EXERCISE DATA below:

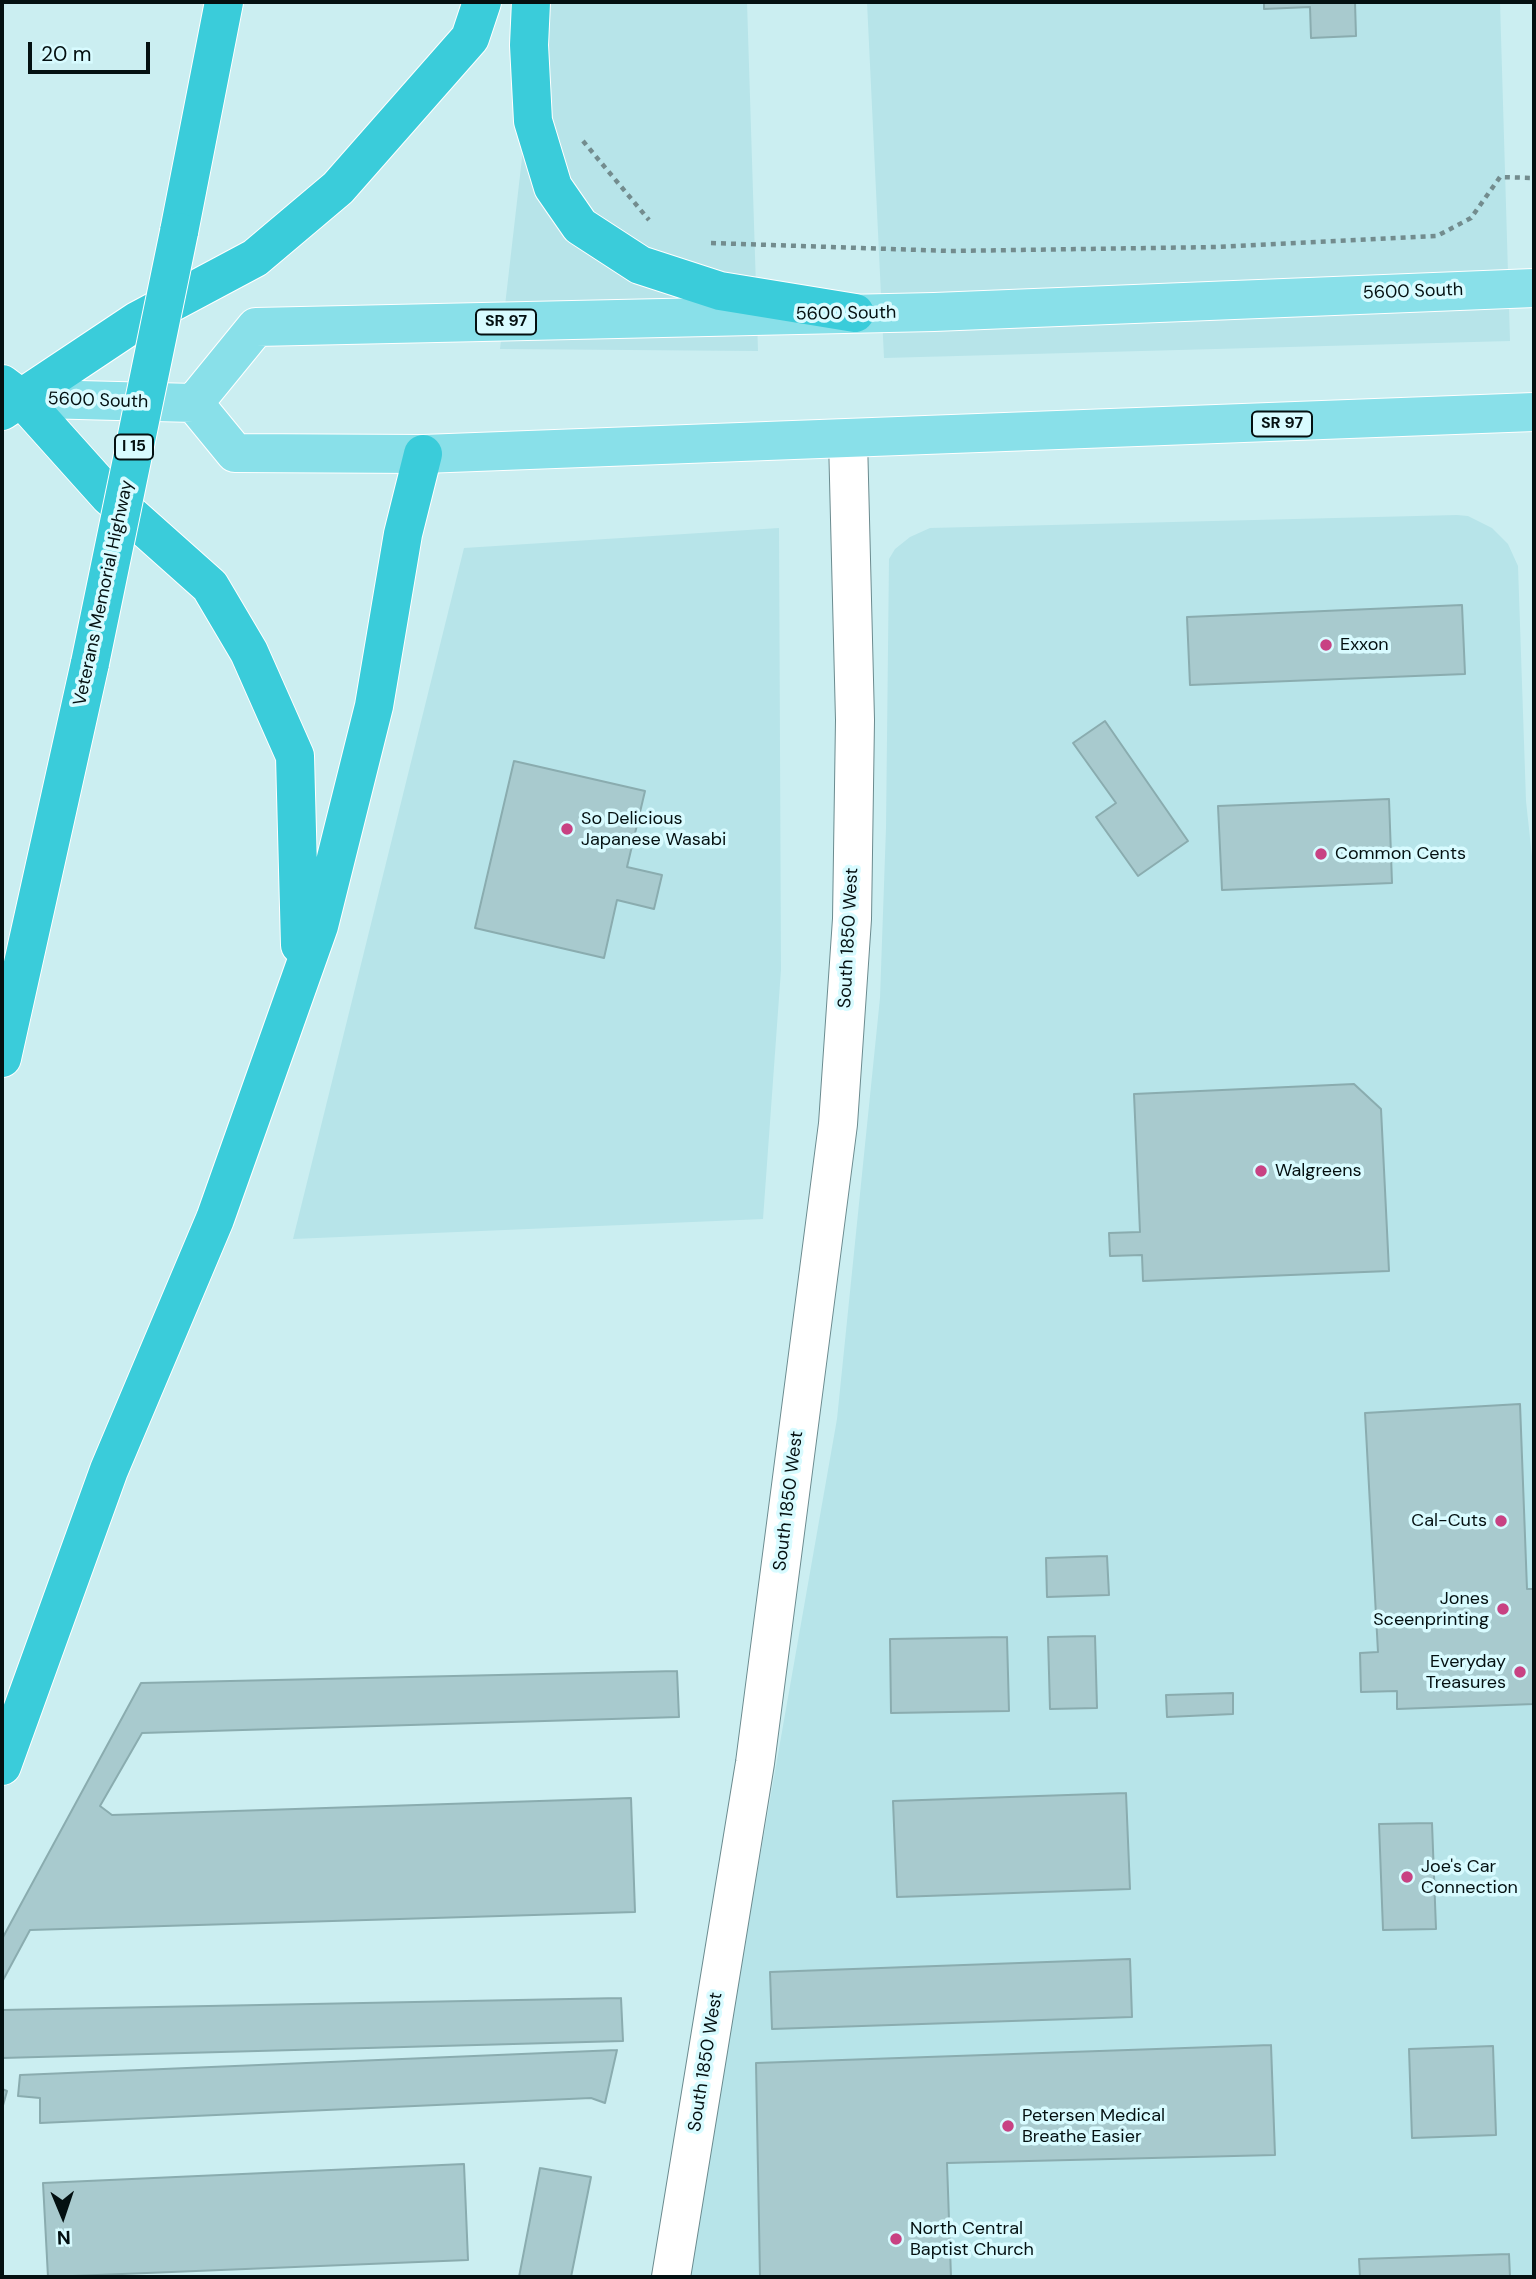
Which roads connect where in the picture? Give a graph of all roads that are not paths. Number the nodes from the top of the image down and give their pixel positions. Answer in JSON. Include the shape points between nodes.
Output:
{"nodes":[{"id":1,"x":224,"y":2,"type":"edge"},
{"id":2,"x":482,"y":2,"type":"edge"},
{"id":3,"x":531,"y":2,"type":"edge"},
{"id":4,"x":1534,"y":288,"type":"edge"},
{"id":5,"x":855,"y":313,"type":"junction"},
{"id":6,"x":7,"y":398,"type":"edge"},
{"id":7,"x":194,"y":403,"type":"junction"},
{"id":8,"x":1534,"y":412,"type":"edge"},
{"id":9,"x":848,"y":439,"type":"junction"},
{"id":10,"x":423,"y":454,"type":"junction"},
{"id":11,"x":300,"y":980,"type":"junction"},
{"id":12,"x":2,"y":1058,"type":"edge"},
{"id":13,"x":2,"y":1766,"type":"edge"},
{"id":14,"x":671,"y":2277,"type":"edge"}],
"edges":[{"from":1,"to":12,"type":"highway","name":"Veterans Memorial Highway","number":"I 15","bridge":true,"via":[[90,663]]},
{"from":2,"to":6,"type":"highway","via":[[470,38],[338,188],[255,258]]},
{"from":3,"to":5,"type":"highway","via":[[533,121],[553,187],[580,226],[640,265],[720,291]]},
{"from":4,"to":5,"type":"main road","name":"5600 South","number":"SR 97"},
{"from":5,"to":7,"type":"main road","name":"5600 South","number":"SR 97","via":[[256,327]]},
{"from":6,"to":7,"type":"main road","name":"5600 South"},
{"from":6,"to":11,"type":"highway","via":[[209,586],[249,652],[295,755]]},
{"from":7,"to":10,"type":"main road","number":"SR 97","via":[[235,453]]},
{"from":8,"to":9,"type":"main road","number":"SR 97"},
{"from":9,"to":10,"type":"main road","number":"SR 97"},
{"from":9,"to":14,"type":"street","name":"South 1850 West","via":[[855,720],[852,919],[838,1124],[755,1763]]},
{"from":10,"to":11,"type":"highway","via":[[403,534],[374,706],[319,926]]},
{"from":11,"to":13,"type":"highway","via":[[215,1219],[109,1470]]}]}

End of EXERCISE DATA.

TRY IT:
Once the images are set aside, retype all of the material above exactly.

ANSWER BOX:
Which roads connect where in the picture? Give a graph of all roads that are not paths. Number the nodes from the top of the image down and give their pixel positions. Answer in JSON. Include the shape points between nodes.
Output:
{"nodes":[{"id":1,"x":224,"y":2,"type":"edge"},
{"id":2,"x":482,"y":2,"type":"edge"},
{"id":3,"x":531,"y":2,"type":"edge"},
{"id":4,"x":1534,"y":288,"type":"edge"},
{"id":5,"x":855,"y":313,"type":"junction"},
{"id":6,"x":7,"y":398,"type":"edge"},
{"id":7,"x":194,"y":403,"type":"junction"},
{"id":8,"x":1534,"y":412,"type":"edge"},
{"id":9,"x":848,"y":439,"type":"junction"},
{"id":10,"x":423,"y":454,"type":"junction"},
{"id":11,"x":300,"y":980,"type":"junction"},
{"id":12,"x":2,"y":1058,"type":"edge"},
{"id":13,"x":2,"y":1766,"type":"edge"},
{"id":14,"x":671,"y":2277,"type":"edge"}],
"edges":[{"from":1,"to":12,"type":"highway","name":"Veterans Memorial Highway","number":"I 15","bridge":true,"via":[[90,663]]},
{"from":2,"to":6,"type":"highway","via":[[470,38],[338,188],[255,258]]},
{"from":3,"to":5,"type":"highway","via":[[533,121],[553,187],[580,226],[640,265],[720,291]]},
{"from":4,"to":5,"type":"main road","name":"5600 South","number":"SR 97"},
{"from":5,"to":7,"type":"main road","name":"5600 South","number":"SR 97","via":[[256,327]]},
{"from":6,"to":7,"type":"main road","name":"5600 South"},
{"from":6,"to":11,"type":"highway","via":[[209,586],[249,652],[295,755]]},
{"from":7,"to":10,"type":"main road","number":"SR 97","via":[[235,453]]},
{"from":8,"to":9,"type":"main road","number":"SR 97"},
{"from":9,"to":10,"type":"main road","number":"SR 97"},
{"from":9,"to":14,"type":"street","name":"South 1850 West","via":[[855,720],[852,919],[838,1124],[755,1763]]},
{"from":10,"to":11,"type":"highway","via":[[403,534],[374,706],[319,926]]},
{"from":11,"to":13,"type":"highway","via":[[215,1219],[109,1470]]}]}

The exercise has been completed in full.